K-means scikit n_clusters=3 random_state=0 tol=1e-1 with blurred image
We also tried another kind of image segmentation approach, which is the region growing. Essentially, an initial set of small areas is iteratively merged according to similarity constraints. The algorithm starts by choosing an arbitrary set of seed pixels, that will be compared with their own neighboring pixels. A region is grown from the seed pixel by adding in neighboring pixels that are similar, increasing the size of the region. This whole process is continued until all pixels belong to some region.
$ python ./RegionGrowing.py dataset/02.png 12
$ python ./RegionGrowingSV.py dataset/02.png 12
This algorithm has proven to be not only computationally hungry, but gave very poor results in the end.
The differences between the method that exploits the mean color and the one in which the histograms are compared can be appreciated in the images showed below. As it can be seen the histogram method is able to better discriminate the different classes. In these two images the size of the areas analyzed is small. Clearly there is a limit on the minimum size of the area in which the histogram operates in an efficient way. The fact is that the number of occurrences of a particular color can drastically drop as the area becomes tinier, leading the classifier to an uncertain decision, because it does not have enough information (think about the bees stripes).

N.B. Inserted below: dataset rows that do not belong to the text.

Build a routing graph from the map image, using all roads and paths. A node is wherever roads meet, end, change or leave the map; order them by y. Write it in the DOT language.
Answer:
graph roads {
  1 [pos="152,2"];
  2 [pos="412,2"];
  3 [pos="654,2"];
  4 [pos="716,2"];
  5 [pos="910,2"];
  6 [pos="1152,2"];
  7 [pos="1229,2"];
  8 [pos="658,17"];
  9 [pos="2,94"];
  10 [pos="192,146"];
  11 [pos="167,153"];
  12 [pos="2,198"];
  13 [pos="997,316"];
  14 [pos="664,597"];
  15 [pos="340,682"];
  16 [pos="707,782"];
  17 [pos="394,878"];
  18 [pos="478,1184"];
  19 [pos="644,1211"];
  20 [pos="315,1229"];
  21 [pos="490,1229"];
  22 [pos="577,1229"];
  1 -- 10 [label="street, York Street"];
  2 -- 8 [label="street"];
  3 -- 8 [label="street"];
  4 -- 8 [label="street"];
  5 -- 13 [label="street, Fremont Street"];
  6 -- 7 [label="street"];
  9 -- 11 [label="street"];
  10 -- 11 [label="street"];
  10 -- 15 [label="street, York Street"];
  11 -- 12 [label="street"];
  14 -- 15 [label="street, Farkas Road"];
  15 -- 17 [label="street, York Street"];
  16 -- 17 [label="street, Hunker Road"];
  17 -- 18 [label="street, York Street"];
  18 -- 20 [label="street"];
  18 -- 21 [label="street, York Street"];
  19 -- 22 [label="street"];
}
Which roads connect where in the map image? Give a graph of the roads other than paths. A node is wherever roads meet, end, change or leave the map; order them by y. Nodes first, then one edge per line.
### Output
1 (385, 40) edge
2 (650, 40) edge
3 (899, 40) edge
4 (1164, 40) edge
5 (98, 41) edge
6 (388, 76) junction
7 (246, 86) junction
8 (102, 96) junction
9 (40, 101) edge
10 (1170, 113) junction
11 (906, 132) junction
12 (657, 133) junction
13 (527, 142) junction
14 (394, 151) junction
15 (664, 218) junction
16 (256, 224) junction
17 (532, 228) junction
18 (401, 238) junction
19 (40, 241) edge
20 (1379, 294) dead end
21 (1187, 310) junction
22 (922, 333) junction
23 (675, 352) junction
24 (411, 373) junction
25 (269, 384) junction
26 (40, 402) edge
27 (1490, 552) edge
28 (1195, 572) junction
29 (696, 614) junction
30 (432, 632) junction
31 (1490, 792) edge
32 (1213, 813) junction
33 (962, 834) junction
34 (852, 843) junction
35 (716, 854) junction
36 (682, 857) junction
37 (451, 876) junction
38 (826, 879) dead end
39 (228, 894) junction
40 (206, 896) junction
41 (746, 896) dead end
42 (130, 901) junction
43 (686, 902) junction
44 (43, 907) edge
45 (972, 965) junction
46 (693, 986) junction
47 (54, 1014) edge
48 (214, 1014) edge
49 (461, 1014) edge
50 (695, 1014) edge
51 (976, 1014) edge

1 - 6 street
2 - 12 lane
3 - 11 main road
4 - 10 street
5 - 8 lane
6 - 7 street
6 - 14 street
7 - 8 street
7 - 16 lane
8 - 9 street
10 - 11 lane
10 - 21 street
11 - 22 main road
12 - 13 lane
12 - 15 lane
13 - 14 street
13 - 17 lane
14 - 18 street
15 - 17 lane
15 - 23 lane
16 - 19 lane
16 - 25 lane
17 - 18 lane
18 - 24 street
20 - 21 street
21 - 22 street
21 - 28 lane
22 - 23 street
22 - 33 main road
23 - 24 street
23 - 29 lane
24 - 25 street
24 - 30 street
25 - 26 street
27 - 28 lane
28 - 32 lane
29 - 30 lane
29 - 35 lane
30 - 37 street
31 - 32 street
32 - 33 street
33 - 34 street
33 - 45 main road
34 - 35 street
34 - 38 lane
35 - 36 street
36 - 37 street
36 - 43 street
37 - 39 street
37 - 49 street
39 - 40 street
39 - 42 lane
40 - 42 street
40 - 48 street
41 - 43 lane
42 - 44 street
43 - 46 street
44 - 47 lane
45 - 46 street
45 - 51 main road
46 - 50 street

Results of color mean method applied on medium dimension area
Results of histogram method applied on medium dimension area
Herein is reported a table containing all the comparisons between the two main algorithms for all the images in our dataset.
| Image | Color mean | Histogram comparison | ||||||
|---|---|---|---|---|---|---|---|---|
| File | Bees | Open cells | Close cells | Accuracy | Bees | Open cells | Close cells | Accuracy |
| 01 | 4 | 0 | 8 | 67% | 0 | 1 | 11 | 92% |
| 02 | 7 | 1 | 4 | 67% | 3 | 1 | 8 | 100% |
| 03 | 5 | 0 | 7 | 25% | 9 | 3 | 0 | 83% |
| 04 | 5 | 3 | 4 | 58% | 5 | 2 | 5 | 75% |
| 05 | 11 | 0 | 1 | 33% | 8 | 4 | 0 | 67% |
| 06 | 9 | 1 | 2 | 42% | 9 | 0 | 3 | 67% |
| 07 | 11 | 1 | 0 | 83% | 12 | 0 | 0 | 92% |
| 08 | 10 | 1 | 1 | 92% | 11 | 1 | 0 | 100% |
| 09 | 0 | 11 | 1 | 25% | 3 | 2 | 7 | 92% |
| 10 | 9 | 0 | 3 | 58% | 4 | 0 | 8 | 100% |
| 11 | 1 | 0 | 11 | 58% | 6 | 0 | 6 | 100% |
| 12 | 12 | 0 | 0 | 92% | 11 | 0 | 1 | 100% |
| 13 | 0 | 0 | 12 | 92% | 1 | 0 | 11 | 100% |
| 14 | 12 | 0 | 0 | 92% | 10 | 2 | 0 | 92% |
| 15 | 6 | 6 | 0 | 92% | 8 | 4 | 0 | 92% |
| 16 | 11 | 0 | 1 | 100% | 11 | 0 | 1 | 100% |
| 17 | 12 | 0 | 0 | 92% | 11 | 1 | 0 | 100% |
| 18 | 9 | 2 | 1 | 92% | 8 | 4 | 0 | 92% |
| 19 | 9 | 0 | 3 | 67% | 6 | 1 | 5 | 92% |
| 20 | 12 | 0 | 0 | 100% | 12 | 0 | 0 | 100% |
| 21 | 12 | 0 | 0 | 83% | 12 | 0 | 0 | 83% |
| 22 | 11 | 0 | 1 | 83% | 10 | 0 | 2 | 92% |
| Accuracy mean | 72% | Accuracy mean | 91% | |||||
It can be easily seen that the histogram comparison algorithm is far better than the color means algorithm.